Predicting Victory or Defeat - How do you know you are ahead or behind?

  • 2007 AAR League

    To do a regression you need an outcome – or a “Y”.

    The basic model is a rather simple
    y=mx+b (standard linear equation)

    Except that it is more like
    y=m1x1+m2x2+…+ b
    (a linear equation with several factors)

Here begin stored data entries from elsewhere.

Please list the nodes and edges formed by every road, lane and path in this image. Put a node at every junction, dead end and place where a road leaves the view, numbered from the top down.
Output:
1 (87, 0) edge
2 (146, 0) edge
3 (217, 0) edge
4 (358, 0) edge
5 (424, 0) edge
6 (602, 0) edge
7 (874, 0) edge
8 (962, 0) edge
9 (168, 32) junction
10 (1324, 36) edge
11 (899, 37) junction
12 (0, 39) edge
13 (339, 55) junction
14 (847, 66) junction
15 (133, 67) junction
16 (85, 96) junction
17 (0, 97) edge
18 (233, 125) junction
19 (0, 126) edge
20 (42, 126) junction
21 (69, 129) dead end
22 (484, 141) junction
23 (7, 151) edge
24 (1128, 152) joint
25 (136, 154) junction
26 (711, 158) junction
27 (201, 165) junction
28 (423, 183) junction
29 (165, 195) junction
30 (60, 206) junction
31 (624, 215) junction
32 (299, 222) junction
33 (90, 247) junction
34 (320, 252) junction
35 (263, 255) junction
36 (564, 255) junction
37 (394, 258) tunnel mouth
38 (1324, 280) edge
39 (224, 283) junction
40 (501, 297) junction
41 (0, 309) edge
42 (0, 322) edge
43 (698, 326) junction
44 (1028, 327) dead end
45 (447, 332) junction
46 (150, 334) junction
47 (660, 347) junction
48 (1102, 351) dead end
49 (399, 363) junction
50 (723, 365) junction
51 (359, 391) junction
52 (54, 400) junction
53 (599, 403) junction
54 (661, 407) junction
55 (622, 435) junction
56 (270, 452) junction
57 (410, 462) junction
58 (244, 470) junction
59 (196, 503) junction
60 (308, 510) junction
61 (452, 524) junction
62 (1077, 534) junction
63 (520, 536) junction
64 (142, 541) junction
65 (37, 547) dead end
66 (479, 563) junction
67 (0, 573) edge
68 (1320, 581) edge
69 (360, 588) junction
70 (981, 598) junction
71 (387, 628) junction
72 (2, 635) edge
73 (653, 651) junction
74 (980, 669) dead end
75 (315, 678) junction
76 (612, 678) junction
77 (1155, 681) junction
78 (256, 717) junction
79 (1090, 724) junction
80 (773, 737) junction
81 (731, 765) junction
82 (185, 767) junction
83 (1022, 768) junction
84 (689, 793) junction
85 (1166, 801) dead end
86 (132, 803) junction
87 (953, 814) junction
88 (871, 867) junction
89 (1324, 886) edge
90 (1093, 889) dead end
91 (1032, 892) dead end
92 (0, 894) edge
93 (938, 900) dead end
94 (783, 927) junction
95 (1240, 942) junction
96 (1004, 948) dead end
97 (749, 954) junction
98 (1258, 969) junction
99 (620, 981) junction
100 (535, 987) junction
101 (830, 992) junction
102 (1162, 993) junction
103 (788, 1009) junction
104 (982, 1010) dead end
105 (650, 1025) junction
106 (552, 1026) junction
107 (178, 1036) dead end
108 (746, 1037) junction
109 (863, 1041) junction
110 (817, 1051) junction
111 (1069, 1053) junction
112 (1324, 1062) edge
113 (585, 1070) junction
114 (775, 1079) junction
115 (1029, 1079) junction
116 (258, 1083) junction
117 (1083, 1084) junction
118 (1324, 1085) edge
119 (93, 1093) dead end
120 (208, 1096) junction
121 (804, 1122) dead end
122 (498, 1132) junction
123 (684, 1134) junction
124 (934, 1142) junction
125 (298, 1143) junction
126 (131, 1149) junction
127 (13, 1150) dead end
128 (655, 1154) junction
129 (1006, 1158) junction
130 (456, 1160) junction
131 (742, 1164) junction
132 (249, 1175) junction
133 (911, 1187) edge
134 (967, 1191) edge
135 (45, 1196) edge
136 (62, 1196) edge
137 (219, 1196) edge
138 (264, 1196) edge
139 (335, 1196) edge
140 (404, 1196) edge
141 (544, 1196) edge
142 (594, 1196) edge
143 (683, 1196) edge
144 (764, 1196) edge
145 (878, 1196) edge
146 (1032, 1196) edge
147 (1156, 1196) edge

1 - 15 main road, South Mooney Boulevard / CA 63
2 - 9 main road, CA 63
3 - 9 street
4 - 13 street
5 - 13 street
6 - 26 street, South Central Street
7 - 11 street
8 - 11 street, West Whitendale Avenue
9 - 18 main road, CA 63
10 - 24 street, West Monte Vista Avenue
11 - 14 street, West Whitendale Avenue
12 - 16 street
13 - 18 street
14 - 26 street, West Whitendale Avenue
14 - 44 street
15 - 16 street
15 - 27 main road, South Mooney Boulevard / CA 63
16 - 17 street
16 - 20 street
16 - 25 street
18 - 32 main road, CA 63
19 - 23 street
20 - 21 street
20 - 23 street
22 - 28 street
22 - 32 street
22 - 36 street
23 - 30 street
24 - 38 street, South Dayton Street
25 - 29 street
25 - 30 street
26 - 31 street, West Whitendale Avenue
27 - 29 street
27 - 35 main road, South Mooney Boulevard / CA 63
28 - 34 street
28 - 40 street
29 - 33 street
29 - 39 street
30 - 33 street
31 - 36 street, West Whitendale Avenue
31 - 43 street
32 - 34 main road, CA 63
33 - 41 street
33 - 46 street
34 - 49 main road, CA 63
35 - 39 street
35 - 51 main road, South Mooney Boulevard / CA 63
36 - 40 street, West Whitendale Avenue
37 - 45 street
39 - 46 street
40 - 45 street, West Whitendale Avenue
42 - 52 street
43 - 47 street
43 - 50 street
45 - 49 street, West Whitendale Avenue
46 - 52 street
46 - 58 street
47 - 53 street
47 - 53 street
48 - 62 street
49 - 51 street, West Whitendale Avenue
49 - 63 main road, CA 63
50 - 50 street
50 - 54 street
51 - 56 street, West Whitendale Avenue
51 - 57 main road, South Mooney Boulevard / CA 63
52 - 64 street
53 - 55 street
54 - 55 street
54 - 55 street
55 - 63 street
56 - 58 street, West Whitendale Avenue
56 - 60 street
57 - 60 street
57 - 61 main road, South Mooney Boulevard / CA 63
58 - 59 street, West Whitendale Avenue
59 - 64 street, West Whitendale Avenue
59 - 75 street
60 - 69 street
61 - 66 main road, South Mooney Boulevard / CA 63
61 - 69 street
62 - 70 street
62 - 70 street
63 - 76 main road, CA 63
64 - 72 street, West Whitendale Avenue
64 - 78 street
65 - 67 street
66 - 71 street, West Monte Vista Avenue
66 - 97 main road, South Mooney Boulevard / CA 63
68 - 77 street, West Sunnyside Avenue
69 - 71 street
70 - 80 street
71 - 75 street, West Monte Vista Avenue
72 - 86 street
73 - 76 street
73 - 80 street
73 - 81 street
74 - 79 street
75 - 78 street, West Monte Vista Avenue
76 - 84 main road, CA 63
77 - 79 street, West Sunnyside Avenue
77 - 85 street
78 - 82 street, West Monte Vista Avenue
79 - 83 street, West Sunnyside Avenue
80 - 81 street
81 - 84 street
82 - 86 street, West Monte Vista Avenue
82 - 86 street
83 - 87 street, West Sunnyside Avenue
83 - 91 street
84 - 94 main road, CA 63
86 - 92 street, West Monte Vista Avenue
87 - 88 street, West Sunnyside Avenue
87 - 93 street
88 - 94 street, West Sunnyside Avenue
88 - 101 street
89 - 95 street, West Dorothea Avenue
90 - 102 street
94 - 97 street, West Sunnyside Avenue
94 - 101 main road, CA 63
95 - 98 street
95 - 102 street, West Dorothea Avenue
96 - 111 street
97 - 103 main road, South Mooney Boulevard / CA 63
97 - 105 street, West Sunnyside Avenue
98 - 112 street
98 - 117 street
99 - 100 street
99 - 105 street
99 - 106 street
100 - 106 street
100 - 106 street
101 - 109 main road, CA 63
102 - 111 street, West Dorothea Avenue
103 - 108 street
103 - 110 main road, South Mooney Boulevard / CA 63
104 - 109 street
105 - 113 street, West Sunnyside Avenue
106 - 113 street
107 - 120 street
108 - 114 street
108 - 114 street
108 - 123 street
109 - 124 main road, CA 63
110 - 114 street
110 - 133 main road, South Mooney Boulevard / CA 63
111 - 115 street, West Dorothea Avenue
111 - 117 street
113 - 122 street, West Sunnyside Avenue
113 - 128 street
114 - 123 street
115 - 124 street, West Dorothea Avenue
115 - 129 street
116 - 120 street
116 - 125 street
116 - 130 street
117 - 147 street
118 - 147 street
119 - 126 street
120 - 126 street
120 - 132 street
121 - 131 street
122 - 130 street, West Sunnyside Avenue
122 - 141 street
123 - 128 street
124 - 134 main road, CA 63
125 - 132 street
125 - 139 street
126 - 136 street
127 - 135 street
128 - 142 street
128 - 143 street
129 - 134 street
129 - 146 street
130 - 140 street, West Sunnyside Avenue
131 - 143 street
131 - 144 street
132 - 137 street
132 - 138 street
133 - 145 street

    So my data needs a Y.  Which is currently 1 if the Axis wins, and 0 if the Allies win.  You cannot use a “probability of winning” unless there is a way of scientifically measuring it.

  • 2007 AAR League

    But does Y have to be discreet?  That is, does it have to be an integer (only ‘0’ or ‘1’) or could it be any decimal between 0 and 1?  ie, the equation is evaluated for Game A and Y=0.4.  For Game B Y=0.85.

    See what I mean?

  • 2007 AAR League

    Let’s say you discover 3 factors that you have identified as having a linear relationship with winning (say IPC value, Victory Cities, and Naval strength).  Assign a weight (m1,m2,m3) to each factor based on their relative importance.  The sum of the weights should equal 1.  eg. if Victory Cities is found to be the most important it gets a m2=0.5 while IPC gets m1=0.3 and Navy gets m3=0.2

    This defines your model as:
    Y = 0.3x1 + 0.5x2 + 0.2*x3

    Now for each factor, based on your data, you identify the range of values from the games you analyzed.  If there was never an allied win after the axis had 97 IPC or more, then 97 IPC is assigned a value of 1.  If there was never an axis win when the allies had 99 IPC or more (axis had 67 IPC) then assign that a value of 0.  The range in between (from 67 to 97 axis IPC) gets assigned values between 0 and 1 depending on what percentage of games were won by each side.  Should be the best fit linear.  Do the same thing for the other 2 factors (Victory Cities and Naval Strength).

    Now for any given game, just plug in the data from that game (ie. axis IPC is 73, so x1 would equal 0.2 lets say).  Just for arguments sake lets say x2 was 0.25 and x3 was 0.8.  Plug it into the formula and you get:

    Y = (0.3)(0.2) + (0.5)(0.25) + (0.2)*(0.8)
      = 0.06 + 0.125 + 0.16
      = 0.345

    Therefore there would be a 34.5% chance of the axis winning this particular game.

  • '19 Moderator

    @Baghdaddy:

    @Jennifer:

    So, as you can probably guess, I pretty much know by round 5 who will win by how large a margin.  Strategy, by that point, plays no role at all in the game, it’s now a game of chance.  (Because everyone seems to use the same strategy with the only variations being related directly to what they have left after the last round.)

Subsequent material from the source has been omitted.